An article published in Frontiers of Microbiology highlights the “the chasm in design between prokaryotic and eukaryotic cells.”
The Dominant Biological Paradigms of Life and Evolution
Three paradigms established in the 19th century, combined with advances in quantitative genetics in the 20th century, led to the dominant ‘textbook’ paradigm of biology where all life is cellular and descends from a common ancestor via the neo-Darwinian process of natural selection (e.g., Keeton and Gould, 1986).
Although the Modern Evolutionary Synthesis and the universal Tree of Life are very powerful paradigms, they are under challenge as several major tenets of the synthesis are being questioned (e.g., Doolittle, 1999; Dagan and Martin, 2006; Koonin, 2009; Koonin and Wolf, 2012). One challenge is their incompatibility with endosymbiotic processes operating at the origin of the eukaryotic domain (Koonin, 2009). Since the mitochondrion initially evolved separately from the ancestor of the eukaryotic cytoplasm, it arose via a symbiotic event (i.e., saltation) rather than an autogenous incremental process expected under the Modern Evolutionary Synthesis paradigm.

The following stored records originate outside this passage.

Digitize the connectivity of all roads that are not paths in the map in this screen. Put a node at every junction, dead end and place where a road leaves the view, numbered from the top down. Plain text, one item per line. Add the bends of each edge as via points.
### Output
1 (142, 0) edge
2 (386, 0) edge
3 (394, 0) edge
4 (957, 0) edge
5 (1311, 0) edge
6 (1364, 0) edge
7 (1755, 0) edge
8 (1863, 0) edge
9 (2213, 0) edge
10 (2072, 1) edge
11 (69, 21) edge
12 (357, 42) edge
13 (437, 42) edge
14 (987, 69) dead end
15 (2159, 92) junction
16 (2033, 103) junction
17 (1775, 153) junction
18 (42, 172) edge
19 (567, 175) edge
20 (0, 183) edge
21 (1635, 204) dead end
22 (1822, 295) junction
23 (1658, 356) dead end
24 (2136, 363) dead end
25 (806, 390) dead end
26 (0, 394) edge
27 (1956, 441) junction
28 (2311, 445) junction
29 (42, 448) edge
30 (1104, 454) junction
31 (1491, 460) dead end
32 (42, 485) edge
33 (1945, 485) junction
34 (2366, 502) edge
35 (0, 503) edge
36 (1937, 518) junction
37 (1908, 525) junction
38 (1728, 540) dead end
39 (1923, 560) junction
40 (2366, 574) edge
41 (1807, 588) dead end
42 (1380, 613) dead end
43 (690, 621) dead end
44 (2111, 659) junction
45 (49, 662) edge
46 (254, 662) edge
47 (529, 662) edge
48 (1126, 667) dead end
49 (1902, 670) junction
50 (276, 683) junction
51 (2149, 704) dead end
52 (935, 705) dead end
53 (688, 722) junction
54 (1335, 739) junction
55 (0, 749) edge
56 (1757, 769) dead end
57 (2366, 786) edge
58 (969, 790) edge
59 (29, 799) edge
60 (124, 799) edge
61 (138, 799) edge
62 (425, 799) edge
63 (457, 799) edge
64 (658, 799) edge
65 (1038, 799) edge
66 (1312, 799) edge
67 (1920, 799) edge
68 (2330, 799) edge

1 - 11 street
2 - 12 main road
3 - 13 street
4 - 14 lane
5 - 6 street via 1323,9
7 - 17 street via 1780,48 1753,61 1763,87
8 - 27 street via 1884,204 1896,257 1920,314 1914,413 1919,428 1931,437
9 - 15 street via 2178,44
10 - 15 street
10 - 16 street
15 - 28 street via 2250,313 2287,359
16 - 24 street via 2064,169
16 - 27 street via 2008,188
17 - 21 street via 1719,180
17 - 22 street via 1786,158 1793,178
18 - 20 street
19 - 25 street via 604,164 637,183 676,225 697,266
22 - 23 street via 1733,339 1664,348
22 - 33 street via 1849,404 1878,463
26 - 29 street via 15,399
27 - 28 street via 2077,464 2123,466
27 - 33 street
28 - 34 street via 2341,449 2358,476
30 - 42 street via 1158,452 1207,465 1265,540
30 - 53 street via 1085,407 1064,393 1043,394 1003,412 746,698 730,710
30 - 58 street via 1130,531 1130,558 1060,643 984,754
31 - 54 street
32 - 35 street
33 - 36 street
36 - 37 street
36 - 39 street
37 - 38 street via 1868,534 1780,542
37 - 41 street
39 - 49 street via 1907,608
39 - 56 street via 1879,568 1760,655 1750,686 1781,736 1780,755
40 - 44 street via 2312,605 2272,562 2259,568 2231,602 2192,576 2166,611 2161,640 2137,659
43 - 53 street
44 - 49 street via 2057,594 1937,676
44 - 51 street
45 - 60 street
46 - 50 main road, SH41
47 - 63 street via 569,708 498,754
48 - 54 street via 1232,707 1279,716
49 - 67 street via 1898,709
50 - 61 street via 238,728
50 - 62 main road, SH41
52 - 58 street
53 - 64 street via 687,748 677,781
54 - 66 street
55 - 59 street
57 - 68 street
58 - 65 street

The “Grand Chasm” Between Eukaryotes and Prokaryotes
The eukaryotic cell is extraordinarily distinct from the much simpler bacterial and archaeal cells of the prokaryotic domains. It possesses not only a nucleus and a mitochondrion, but also a sophisticated endomembrane system, a complex cytoskeleton and a unique sexual cycle, leaving the gap between cells of prokaryotic and eukaryotic design as the greatest chasm in biology.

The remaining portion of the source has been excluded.